- _WHAT YOU HAVE TO DO_: From the records below, print only the part that opens with the line containing "index dip: (134, 190)" and closes with the line containing "index mcp: (337, 311)"; omit the pictures.

Saved entries
== Segment start ==
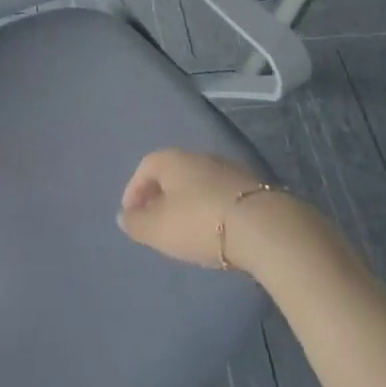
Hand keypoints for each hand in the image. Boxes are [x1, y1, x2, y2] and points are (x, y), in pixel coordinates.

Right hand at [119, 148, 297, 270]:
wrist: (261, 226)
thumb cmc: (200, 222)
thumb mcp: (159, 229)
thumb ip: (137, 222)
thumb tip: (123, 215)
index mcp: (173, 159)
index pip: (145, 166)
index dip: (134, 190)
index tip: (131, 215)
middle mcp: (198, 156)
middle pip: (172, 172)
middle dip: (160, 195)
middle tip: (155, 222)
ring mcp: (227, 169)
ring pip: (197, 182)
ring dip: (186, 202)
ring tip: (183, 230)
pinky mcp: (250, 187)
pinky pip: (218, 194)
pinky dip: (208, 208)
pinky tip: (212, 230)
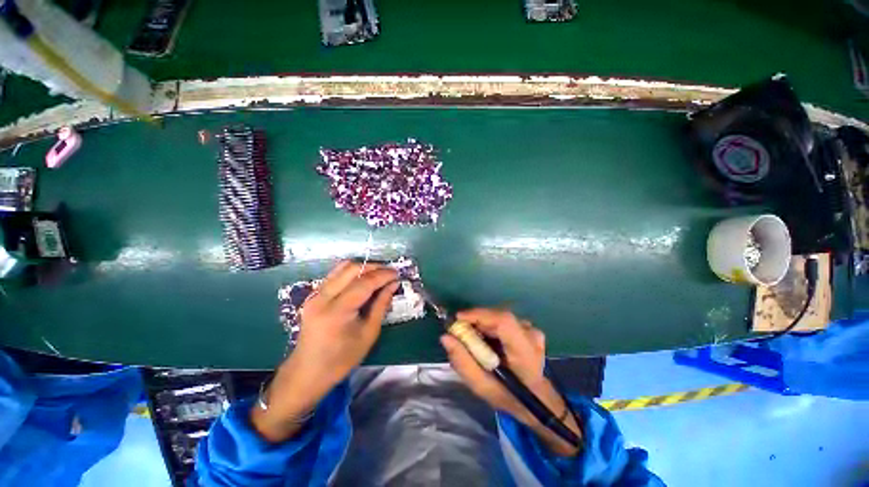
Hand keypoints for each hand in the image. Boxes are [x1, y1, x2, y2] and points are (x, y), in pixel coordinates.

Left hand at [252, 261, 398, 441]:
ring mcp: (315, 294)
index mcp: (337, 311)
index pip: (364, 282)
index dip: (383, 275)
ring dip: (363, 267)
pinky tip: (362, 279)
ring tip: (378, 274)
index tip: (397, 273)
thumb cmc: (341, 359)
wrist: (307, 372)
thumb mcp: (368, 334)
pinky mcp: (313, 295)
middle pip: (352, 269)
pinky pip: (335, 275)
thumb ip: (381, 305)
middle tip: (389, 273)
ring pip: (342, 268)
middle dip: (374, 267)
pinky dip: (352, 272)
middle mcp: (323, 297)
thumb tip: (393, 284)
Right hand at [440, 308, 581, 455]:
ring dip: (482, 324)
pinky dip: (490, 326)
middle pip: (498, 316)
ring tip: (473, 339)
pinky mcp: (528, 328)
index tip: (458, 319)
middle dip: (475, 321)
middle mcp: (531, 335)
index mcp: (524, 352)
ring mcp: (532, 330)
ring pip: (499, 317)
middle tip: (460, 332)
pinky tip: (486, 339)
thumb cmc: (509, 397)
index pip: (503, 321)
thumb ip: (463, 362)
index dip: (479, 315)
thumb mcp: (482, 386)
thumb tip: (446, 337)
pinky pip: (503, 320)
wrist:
== Segment end ==
- _SOLUTION_:
index dip: (134, 190)
index tip: (131, 215)
middle mcp: (198, 156)
middle pip: (172, 172)
middle dip: (160, 195)
middle tip: (155, 222)
ring mcp: (227, 169)
ring pip: (197, 182)
ring dip: (186, 202)
ring tip: (183, 230)
pinky mcp: (250, 187)
pinky pip: (218, 194)
pinky dip: (208, 208)
pinky tip: (212, 230)
Hand keypoints for each hand in the image. Boxes are [x1, y1, x2, y2] and points are (x, y), in pixel coordinates.

Left hand at [252, 261, 398, 441]:
ring mcp: (315, 294)
index mcp: (337, 311)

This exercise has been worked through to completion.